Secondly, psychiatric illnesses with special reference to unmada are not only associated with the vitiation of manas doshas but there is vitiation and provocation of sharira doshas as well. It points to the fact that though psychiatric illnesses are associated with subtle pathological changes at the bio-energetic level, they are also simultaneously accompanied by qualitative as well as quantitative changes/imbalances in the neurotransmitters and other bio-chemicals at the physical level. Thus, the normal psychological processes as well as the psychopathologies, operate simultaneously at multiple levels (biological, bio-energetic) and also at subtler levels where the intangible thought processes start appearing in the relatively tangible field of bio-energy. All this needs extensive exploration using the available scientific tools.
Thirdly, entire thought processes, attitudes, emotional experiences, desires and behaviors of an individual, which are relatively intangible, have the capacity to bring about qualitative as well as quantitative changes in the manas and sharira doshas, agni, and ojas. These psychological factors are also capable of bringing about structural as well as functional changes in the dhatus (body tissues), malas (biological byproducts and wastes) and srotasas (macro and micro-channels). These are some of the most fundamental considerations. which needs special attention.

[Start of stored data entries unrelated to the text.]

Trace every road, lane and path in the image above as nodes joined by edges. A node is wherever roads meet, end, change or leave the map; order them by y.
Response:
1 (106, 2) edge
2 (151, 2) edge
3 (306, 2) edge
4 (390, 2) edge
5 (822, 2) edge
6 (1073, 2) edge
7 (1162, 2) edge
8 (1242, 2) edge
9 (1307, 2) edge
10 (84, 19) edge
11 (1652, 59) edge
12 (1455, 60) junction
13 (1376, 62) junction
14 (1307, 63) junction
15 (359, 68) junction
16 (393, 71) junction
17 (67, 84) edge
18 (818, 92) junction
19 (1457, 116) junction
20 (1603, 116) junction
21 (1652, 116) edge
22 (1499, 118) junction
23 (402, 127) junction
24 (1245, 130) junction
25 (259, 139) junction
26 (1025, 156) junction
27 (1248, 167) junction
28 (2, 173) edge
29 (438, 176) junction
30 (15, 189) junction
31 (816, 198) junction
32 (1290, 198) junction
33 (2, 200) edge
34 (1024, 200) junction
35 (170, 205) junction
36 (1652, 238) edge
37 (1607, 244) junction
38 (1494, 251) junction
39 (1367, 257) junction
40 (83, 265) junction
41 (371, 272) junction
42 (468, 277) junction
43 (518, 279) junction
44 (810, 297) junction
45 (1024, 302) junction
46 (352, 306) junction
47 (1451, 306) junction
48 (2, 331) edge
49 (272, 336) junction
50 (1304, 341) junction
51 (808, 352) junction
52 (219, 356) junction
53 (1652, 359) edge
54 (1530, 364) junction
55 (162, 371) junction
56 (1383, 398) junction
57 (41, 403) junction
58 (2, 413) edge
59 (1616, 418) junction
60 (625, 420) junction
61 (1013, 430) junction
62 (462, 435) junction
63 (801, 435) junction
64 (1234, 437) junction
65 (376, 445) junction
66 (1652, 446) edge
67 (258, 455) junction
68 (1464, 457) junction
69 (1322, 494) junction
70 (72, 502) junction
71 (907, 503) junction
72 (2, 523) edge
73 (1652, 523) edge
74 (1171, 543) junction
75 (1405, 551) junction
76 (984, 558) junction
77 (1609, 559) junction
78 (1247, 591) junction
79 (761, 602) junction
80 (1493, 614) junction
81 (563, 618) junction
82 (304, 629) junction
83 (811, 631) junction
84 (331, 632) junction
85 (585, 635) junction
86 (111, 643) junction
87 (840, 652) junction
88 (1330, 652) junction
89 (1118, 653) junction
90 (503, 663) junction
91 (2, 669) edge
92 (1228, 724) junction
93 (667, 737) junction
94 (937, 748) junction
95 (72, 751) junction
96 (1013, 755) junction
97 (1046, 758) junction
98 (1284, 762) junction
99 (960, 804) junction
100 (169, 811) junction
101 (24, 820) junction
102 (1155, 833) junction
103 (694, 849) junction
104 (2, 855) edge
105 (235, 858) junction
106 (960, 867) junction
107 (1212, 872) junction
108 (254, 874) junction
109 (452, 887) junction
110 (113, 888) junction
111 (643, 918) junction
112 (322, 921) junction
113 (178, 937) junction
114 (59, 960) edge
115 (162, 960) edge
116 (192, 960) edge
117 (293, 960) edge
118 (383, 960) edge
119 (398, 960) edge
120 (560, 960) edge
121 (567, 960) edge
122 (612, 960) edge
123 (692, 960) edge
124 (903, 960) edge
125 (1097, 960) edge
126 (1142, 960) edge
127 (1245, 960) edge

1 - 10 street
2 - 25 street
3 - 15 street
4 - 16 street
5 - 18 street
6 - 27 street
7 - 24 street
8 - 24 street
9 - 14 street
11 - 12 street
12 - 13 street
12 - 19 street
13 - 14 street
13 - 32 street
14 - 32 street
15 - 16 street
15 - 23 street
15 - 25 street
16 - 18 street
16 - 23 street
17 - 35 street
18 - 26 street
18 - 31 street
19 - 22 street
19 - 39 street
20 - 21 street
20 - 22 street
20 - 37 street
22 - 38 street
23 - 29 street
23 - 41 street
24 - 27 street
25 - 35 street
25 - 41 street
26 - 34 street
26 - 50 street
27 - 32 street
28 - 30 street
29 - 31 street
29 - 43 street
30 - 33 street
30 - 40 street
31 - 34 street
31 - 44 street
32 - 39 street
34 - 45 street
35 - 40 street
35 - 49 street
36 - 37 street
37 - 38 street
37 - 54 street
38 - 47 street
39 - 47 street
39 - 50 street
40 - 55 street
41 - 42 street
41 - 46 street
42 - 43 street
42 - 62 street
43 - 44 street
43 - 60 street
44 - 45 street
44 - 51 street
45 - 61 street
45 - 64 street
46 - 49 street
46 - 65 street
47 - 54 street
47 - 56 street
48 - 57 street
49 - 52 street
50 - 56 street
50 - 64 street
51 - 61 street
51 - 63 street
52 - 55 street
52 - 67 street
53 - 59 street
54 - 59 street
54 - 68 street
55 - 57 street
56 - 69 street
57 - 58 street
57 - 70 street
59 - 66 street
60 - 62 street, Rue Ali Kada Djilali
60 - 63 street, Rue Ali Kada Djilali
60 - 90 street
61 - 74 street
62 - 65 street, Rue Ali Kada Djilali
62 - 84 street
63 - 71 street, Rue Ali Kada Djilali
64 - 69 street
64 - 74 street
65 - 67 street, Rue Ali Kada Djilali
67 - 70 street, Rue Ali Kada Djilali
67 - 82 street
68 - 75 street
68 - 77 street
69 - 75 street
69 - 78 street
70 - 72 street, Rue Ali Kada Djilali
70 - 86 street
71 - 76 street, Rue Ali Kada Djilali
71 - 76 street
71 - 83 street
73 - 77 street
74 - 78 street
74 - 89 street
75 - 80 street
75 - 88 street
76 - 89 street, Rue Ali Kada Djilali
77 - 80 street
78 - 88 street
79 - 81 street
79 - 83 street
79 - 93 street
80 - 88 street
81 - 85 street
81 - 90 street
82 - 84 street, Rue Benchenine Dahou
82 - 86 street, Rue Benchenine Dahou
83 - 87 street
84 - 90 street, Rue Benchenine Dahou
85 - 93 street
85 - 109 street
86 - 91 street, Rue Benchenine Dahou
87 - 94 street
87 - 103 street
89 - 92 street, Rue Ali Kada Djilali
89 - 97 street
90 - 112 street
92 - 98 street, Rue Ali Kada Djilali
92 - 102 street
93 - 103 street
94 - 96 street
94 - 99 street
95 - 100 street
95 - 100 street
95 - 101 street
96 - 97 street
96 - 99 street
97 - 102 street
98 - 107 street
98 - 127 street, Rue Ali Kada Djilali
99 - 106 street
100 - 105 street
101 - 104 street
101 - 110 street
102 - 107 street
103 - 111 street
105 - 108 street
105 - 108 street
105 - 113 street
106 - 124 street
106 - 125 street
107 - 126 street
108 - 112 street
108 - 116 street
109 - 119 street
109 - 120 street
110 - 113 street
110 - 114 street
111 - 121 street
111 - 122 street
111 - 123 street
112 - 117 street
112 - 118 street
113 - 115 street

The eight psychological and behavioral factors are described here that get imbalanced when the individual is afflicted with mental diseases. These factors are- manas, buddhi, sanjna jnana, smriti, bhakti, sheela, chesta and aachara. This provides a basis for objectively and empirically assessing the mental functions of a patient afflicted with unmada. Using this understanding, Ayurvedic institutions have been able to create a rubric to analyze patients and conduct various mental health studies. A three-stepped approach to creating such a scale is as follows:-
- In depth study of various definitions, synonyms, commentaries available on the eight factors.
- Screening the available descriptions in a scientific way.
- Developing an elaborate and objective assessment scale based on Ayurvedic principles for making it more understandable and useful in a clinical set up. The scale has been named as ashta manas bhava pariksha (assessment of eight mental faculties).
Now described in some detail would be each of the eight psychological and behavioral factors used in Ayurvedic studies on mental health:
- The term manas in this context refers to the thought, affect and emotional aspect of mind. Therefore, the various kinds of thought abnormalities like delusions and delusional ideations, and states of mood e.g. depressed, elated, anxious etc are assessed under this factor.
- The term buddhi (ya buddhi niscayatmika) [Cha.Sa.Sharira Sthana 1/23] refers to intellect, decision making, and problem solving aspects of mental functioning. Standardized tools for assessing intelligence e.g. Weschler Intelligence scale, Bhatia Battery for Performance Test of Intelligence etc. and clinical methods of test judgement are useful in this regard.
- The term sanjna jnana refers to the awareness of surroundings and response to external stimuli and measures, phenomena such as orientation and responsiveness, and attention and consciousness. Clinical methods available for measuring these aspects should be used.
- The term smriti refers to all components of memory, such as immediate retention and recall, recent memory and remote memory including learning acquisition. The available tools of memory measurement viz. digit span, object recall, Weschler Memory scale, PGI Memory scale etc. are useful for assessing this factor.
- The term bhakti refers to the normal, intact, altered and unusual desires related to food, dress, entertainment, study, work, hobby, sex etc. which are measured under this aspect.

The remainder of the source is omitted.